晨光透过薄纱窗棂漫进卧室,清亮细碎,驱散了昨夜残留的慵懒余温。
刺耳的闹铃声叮叮作响,硬生生将睡意在混沌里拉扯开。
墨良睫羽轻颤,迷迷糊糊从睡中惊醒。他抬手关掉枕边作响的闹钟,意识还有些昏沉,侧过头,目光落向身侧。
镜or睡得安稳绵长,眉眼舒展,长长的睫毛低垂,呼吸平缓,细碎软糯的轻鼾一声声漫在安静的卧房里,毫无要苏醒的迹象。
他眼底漾开一抹柔和,小心翼翼揉了揉发胀发昏的眉眼,生怕动作惊扰到熟睡的人。
身形轻缓掀开被褥,赤脚踩落地毯,安静换上衣物,理顺宽松柔软的睡衣,趿着拖鞋,轻手轻脚走出卧室,去往厨房准备吃食。
厨房里天光透亮,暖意融融。
平底煎锅燃起温热的火苗,油星滋滋跳动,锅内的食材接触热油,发出一阵清脆利落的刺啦声响。
香气缓缓升腾,萦绕在一室之间。
墨良手腕从容,有条不紊翻动食材,火候把控得刚好。
就在这时,腰间的玉兆接连两声叮咚轻响。
他眉峰微微一动,视线都未曾偏移,手上煎炒的动作丝毫不慢,熟练颠锅,手腕利落一转,煎好的食材规整盛入白瓷盘中。
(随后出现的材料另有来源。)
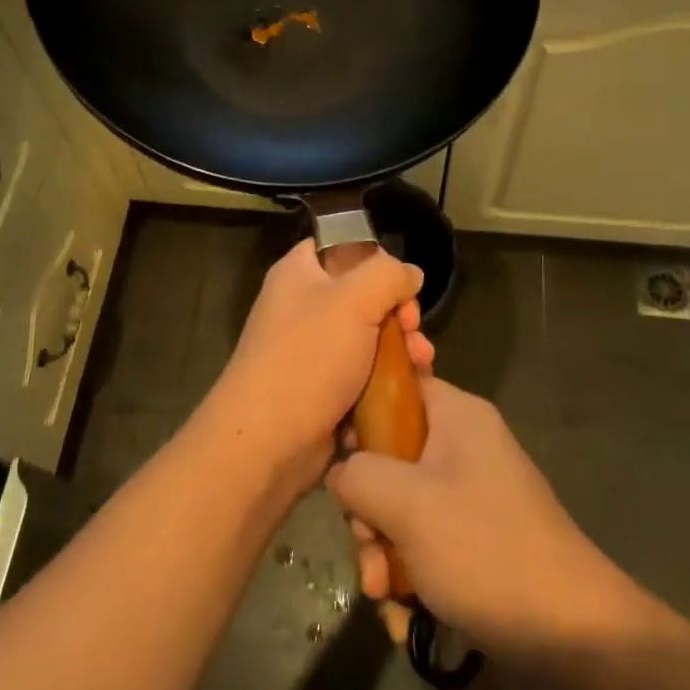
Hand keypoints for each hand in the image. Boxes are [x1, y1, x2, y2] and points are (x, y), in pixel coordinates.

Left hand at [197, 238, 431, 485]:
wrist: (267, 442)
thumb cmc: (307, 359)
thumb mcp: (353, 301)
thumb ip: (388, 275)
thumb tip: (410, 274)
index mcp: (299, 273)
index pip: (342, 246)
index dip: (376, 259)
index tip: (400, 284)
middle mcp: (304, 306)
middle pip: (365, 294)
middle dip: (399, 312)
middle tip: (413, 330)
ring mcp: (313, 350)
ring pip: (371, 337)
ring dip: (402, 347)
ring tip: (421, 363)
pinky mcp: (325, 389)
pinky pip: (365, 373)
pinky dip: (388, 378)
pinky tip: (412, 386)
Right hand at [328, 379, 638, 662]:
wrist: (571, 635)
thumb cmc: (485, 550)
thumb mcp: (408, 505)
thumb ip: (359, 475)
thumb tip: (341, 471)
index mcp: (456, 416)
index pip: (395, 387)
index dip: (359, 416)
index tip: (338, 460)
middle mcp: (464, 445)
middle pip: (390, 455)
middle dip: (369, 511)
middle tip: (367, 550)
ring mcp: (471, 492)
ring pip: (401, 505)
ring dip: (383, 551)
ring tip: (384, 596)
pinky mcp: (475, 536)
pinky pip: (424, 540)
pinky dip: (408, 573)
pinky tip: (403, 616)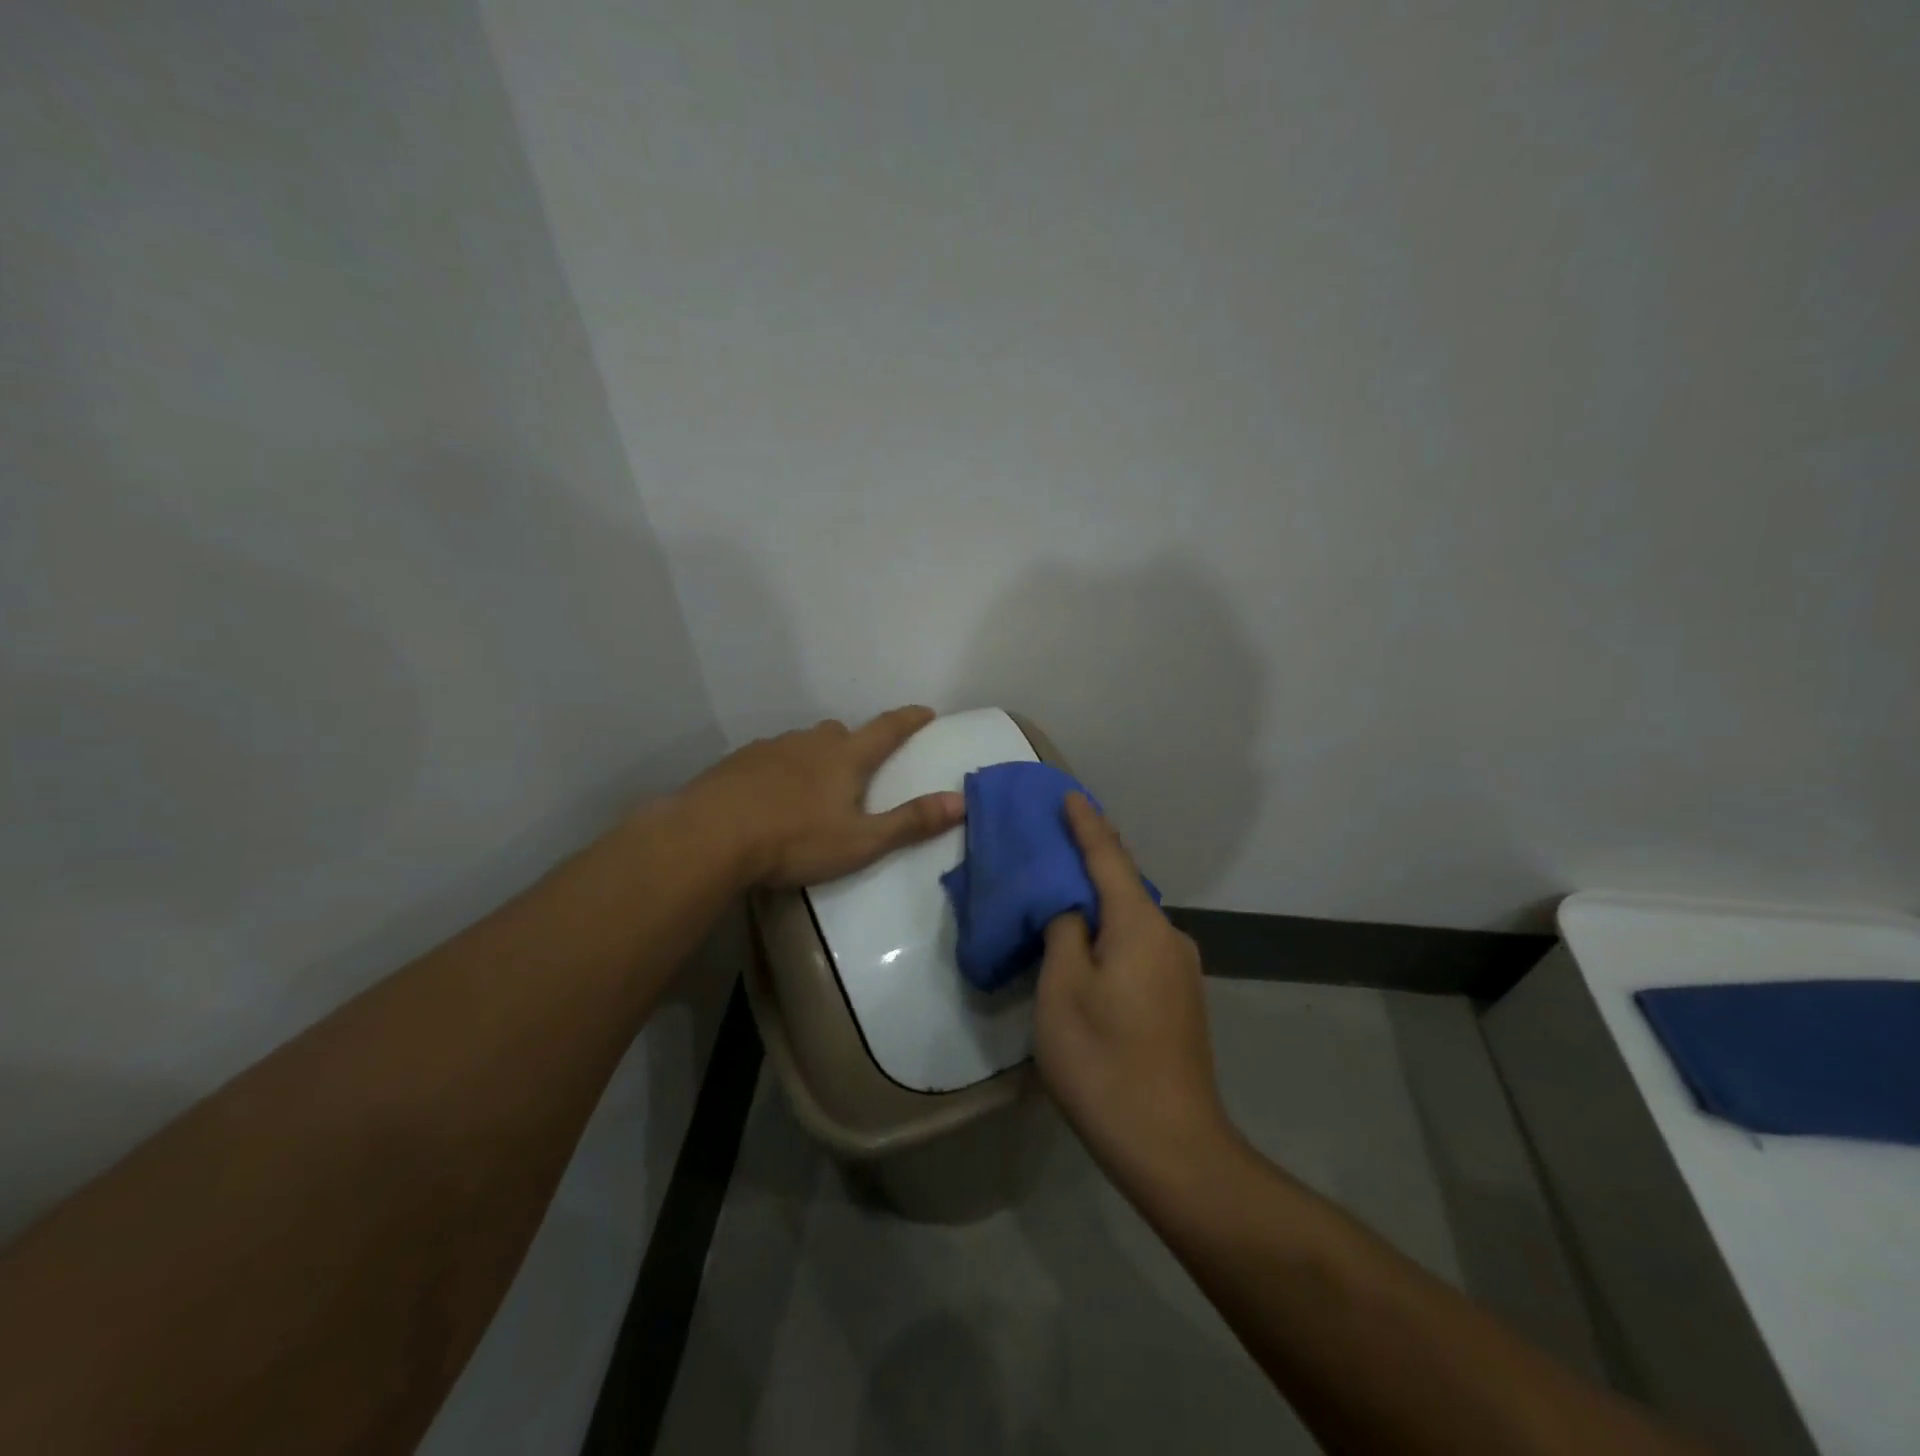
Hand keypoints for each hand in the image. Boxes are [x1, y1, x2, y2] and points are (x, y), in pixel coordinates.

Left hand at [682, 706, 964, 888]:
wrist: (710, 836)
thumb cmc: (794, 840)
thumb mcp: (861, 841)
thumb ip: (910, 822)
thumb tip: (961, 801)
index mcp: (845, 757)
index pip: (887, 729)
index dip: (909, 720)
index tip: (925, 711)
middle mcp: (810, 742)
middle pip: (841, 732)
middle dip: (855, 743)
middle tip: (859, 767)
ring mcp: (770, 748)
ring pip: (803, 743)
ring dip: (815, 757)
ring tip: (812, 788)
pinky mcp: (738, 762)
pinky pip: (770, 757)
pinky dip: (780, 770)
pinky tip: (770, 796)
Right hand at [1035, 794, 1238, 1201]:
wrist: (1173, 1147)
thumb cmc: (1104, 1062)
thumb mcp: (1062, 990)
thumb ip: (1063, 931)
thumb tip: (1070, 906)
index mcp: (1140, 924)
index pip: (1108, 857)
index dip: (1085, 823)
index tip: (1068, 794)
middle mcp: (1169, 936)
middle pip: (1123, 884)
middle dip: (1090, 859)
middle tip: (1053, 842)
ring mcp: (1181, 969)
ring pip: (1131, 918)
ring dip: (1098, 902)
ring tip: (1061, 894)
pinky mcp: (1180, 998)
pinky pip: (1139, 945)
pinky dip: (1110, 932)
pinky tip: (1088, 946)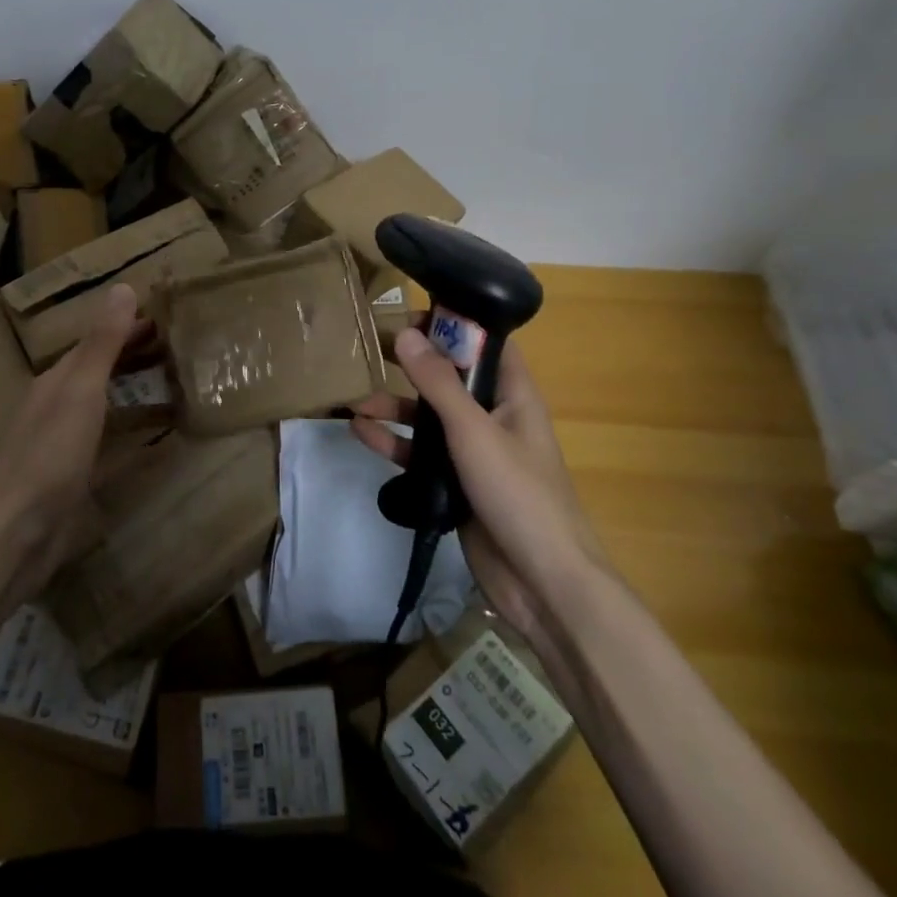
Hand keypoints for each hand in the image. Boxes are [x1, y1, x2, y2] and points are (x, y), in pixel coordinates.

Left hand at [0, 284, 141, 606]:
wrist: (16, 534)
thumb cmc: (49, 456)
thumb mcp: (80, 393)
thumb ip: (102, 344)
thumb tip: (123, 287)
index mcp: (56, 381)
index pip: (95, 342)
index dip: (127, 327)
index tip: (165, 317)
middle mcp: (57, 406)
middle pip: (98, 371)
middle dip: (132, 355)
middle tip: (176, 346)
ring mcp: (63, 444)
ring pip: (103, 405)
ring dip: (132, 390)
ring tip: (171, 383)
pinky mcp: (73, 477)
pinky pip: (108, 443)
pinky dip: (130, 433)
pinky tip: (152, 441)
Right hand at [350, 327, 610, 650]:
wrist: (542, 582)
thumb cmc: (518, 493)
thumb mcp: (474, 431)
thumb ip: (438, 384)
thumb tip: (407, 334)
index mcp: (514, 396)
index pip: (485, 346)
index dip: (453, 326)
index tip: (411, 314)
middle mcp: (494, 418)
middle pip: (450, 380)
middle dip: (413, 366)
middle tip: (371, 349)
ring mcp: (474, 453)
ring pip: (429, 418)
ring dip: (395, 407)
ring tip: (354, 400)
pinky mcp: (456, 484)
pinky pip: (420, 454)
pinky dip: (393, 443)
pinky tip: (361, 434)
停下手里的活,他抬手拿起玉兆,指尖划开屏幕,映入眼帘的是白珩发来的几条消息。
【白珩:说好今日全员在听风阁集合,你们两个人呢?】
【白珩:该不会昨夜熬得太晚,还在偷懒睡懒觉吧?再不来我可要闹了。】
【白珩:限你们中午准时到场,这次机会难得,所有人必须到齐,不许迟到。】
墨良眸光平缓,指尖快速敲击屏幕回复。
【放心,不会迟到。阿流昨天疯玩了一天,累得很,还在熟睡,让她多歇一会。】
消息发送出去没多久,玉兆再次亮起。
对面的白珩直接发来一个了然的表情包。
【白珩:懂了懂了,不打扰你们两个了。】
简简单单一句话,自带几分调侃意味。
墨良盯着屏幕无奈轻叹,心知对方多半是会错了意思,脑子里脑补了一堆乱七八糟的画面。
他懒得过多解释,随手收起玉兆。早饭已经做好,他家那只小懒猫,也差不多该醒了。
卧房内,被褥余温慢慢散去,床边空落落的。
沉睡的镜流倏然睁开眸子,习惯性往身侧依偎,扑了一片空。
那熟悉的暖意不在,心底莫名生出几分不习惯的空寂。
她缓了许久的睡意,慵懒披了外衣,踩着绵软的拖鞋,慢悠悠循着香气走到厨房。
一眼就看见背对着自己,低头收拾台面的墨良。
脚步轻悄上前,一双白皙的手臂直接环住他的腰,整个人软软贴了上去,脸颊蹭着他的后背,软糯慵懒的调子缠在话音里,带着刚睡醒的沙哑:
“干什么呢?”
墨良腰腹微微一僵,无奈失笑,眼底带着显而易见的纵容,故意回了一句:
“明知故问。”
感受到身后人不满的轻蹭,那点小小的别扭,他还是放软语气,轻声作答:
“在做吃的,醒了?饿不饿,我的小馋猫。”
镜流鼻尖轻哼,搂得更紧,嗓音黏糊糊带着撒娇的意味:
“方才还不饿,被你这么一说,肚子里的馋虫都被勾出来了。”
“而且,要你亲自喂我。”
柔软的呼吸贴在后背,语调温顺又黏人,和平日里蛮横任性的模样截然不同。
墨良心头一软,转身顺势将她揽进怀里。
镜流温顺靠在他胸膛,发丝蓬松柔软,还带着晨起的温热。
他指尖轻轻揉捏着她细腻软嫩的脸颊,眉眼盛满温柔笑意。
“好,都依你。”
他低头望向窗外高悬的暖阳,天光明媚,日头早就爬得老高,无奈补了一句:
“不过这可算不上早饭了。
都上午十点多,太阳都日上三竿,只能勉强算作早午饭。”
时序缓缓流转,晌午的日光和煦透亮,漫遍整座长乐天。
听风阁楼下光影错落,墨良牵着尚且残留几分晨起慵懒、眉眼微怔的镜流,缓步抬步,一同踏入楼阁雕花木门。长廊暖意裹挟着浓郁的饭菜香气扑面而来,层层漫开。
阁楼包厢内,众人早已等候许久,氛围热闹融融。
沙发一隅,丹恒同恒天正低声闲谈,余光瞥见推门进来的二人,皆是下意识顿了话音,目光微微一顿。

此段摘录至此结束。